Overview
The ALM employs sophisticated language-identification algorithms that can recognize over fifty modern languages. Over forty of these languages can be subjected to language-specific tokenization and text analytics.
Some languages can be identified, but text-analytics features are not available for that language. These languages are tokenized as if they were English, producing search results of varying quality depending on the language. It is also possible to route text to a tokenizer for a language that, even if not a perfect match, might be more appropriate than English. This configuration is described on this page.
Required Modules
This feature also requires that you include the alm module when you run createproject to create the project directories.
Related Topics
Language identification is also performed by Attivio Core Language Identification.
Locale codes are mapped to language-specific tokenizers in <project-dir>\conf\features\core\TokenizerModel... files.
Non-English Queries also use language codes to guide text analysis of the query.
Exposing Locale Properties demonstrates how to inspect locale settings of an IngestDocument during ingestion.
Recognition is not Analysis
The fact that AIE can recognize a language does not mean that there are analytic tools available for that language.
Non-English Queries
AIE assumes that queries are written in English unless you specify the spoken language used in the query. See Non-English Queries for more information.
View incoming links.
Important Concepts
Language identification can be a confusing topic. Here are some useful concepts to help keep everything in perspective.
Locale vs. Language
Locale values are two-letter language-identification codes that are temporarily attached to documents, fields, and field values during ingestion. (A typical locale code would be "en", meaning English.) The locale properties are consulted during text analysis to determine which language-specific tools should be applied to a particular field value. The locale properties are normally invisible and ephemeral. A field's locale may be accessed programmatically, but is not visible when a field or field value is copied or displayed. Locale properties are not stored in the AIE index.
The language and languages fields are string-valued fields with human-readable values ("English" instead of "en"). They are set as a byproduct of locale detection. These fields are indexed and stored, and can be queried or displayed as facets.
If you write a custom workflow component that sets locale or language values, the “best practice” is to set both values. This is what AIE's language identifier component does.
Language Codes, Country Codes, and Variants
When the ALM identifies the language of a block of text, it generally assigns one of the standard two-letter language codes to the locale property of that text. English is en; Spanish is es, and so forth. See below for a complete list.

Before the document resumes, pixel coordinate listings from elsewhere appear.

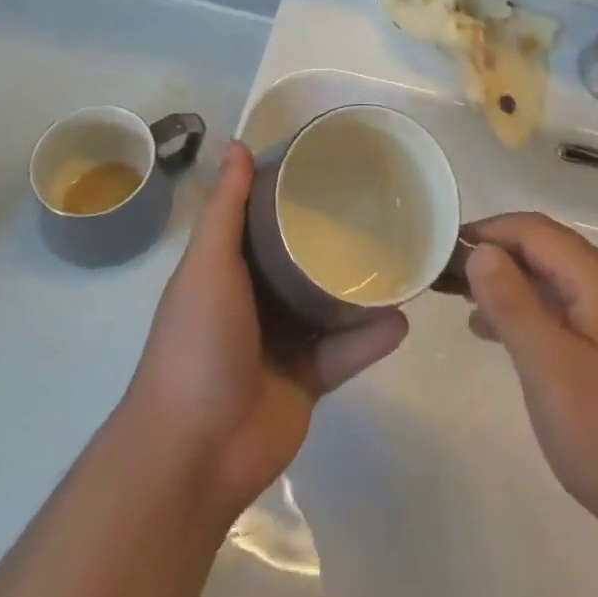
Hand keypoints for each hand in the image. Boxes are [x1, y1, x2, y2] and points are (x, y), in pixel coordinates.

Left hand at [122, 142, 407, 523]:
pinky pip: (346, 353)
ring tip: (403, 259)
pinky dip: (370, 339)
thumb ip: (226, 209)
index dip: (291, 193)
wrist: (193, 452)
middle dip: (335, 239)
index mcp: (230, 269)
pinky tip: (401, 318)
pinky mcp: (308, 382)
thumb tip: (237, 144)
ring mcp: (284, 343)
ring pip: (330, 305)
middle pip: (303, 261)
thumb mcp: (208, 265)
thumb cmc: (196, 342)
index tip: (329, 164)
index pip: (264, 220)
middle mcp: (258, 300)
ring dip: (362, 288)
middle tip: (380, 209)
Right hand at [464, 212, 597, 535]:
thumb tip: (479, 250)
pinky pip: (563, 311)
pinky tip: (499, 334)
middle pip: (545, 249)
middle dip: (495, 254)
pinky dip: (528, 312)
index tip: (443, 246)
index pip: (535, 231)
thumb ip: (511, 302)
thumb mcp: (549, 366)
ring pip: (553, 281)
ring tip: (461, 300)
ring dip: (508, 283)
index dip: (488, 230)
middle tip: (445, 275)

However, in some instances the ALM will express a more specific opinion by appending a country code to the language code. For instance, it sometimes identifies English text as en-US or en-UK. In other situations, it may encode a language variant, such as zh_TW, which is Chinese as used in Taiwan.
Country and variant codes are relatively unreliable, so the "best practice" is to ignore them.
LocaleDetector Component
The localeDetector component of the ingestInit workflow encapsulates an instance of the BasisTechDetectLocale transformer. The localeDetector component is configured in <install-dir>\conf\basistech\module.xml, and can be reconfigured in the AIE Administrator.

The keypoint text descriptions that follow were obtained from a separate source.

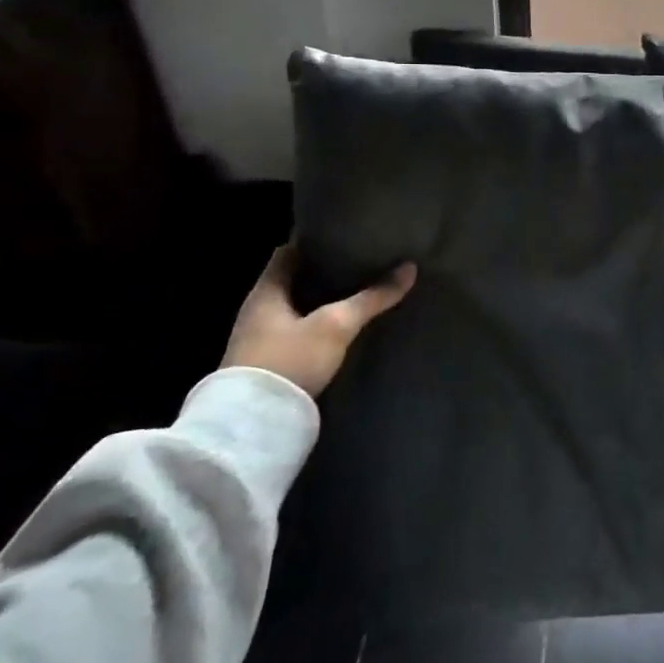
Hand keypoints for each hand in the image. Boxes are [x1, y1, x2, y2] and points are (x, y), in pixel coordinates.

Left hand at [221, 246, 416, 396]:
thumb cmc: (290, 360)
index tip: (344, 236)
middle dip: (323, 273)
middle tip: (360, 264)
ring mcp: (259, 341)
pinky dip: (317, 328)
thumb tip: (409, 268)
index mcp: (265, 291)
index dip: (314, 242)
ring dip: (320, 303)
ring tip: (357, 295)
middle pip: (293, 281)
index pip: (288, 252)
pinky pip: (296, 335)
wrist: (254, 426)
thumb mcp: (337, 325)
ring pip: (295, 310)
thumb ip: (372, 297)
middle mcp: (256, 311)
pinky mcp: (268, 367)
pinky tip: (341, 331)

The localeDetector processes one or more fields in a document, and every value within those fields. The default behavior is to process the text field only, but you can configure it to include other fields. Locale detection is sensitive to sample size, and the text field usually provides a large enough sample for reliable results.
Once the locale of the first field value is determined, it is automatically assigned as the locale of the field and of the document. At the same time, the human-readable name of the language overwrites the value in the language field, and is added to the list of languages in the languages field.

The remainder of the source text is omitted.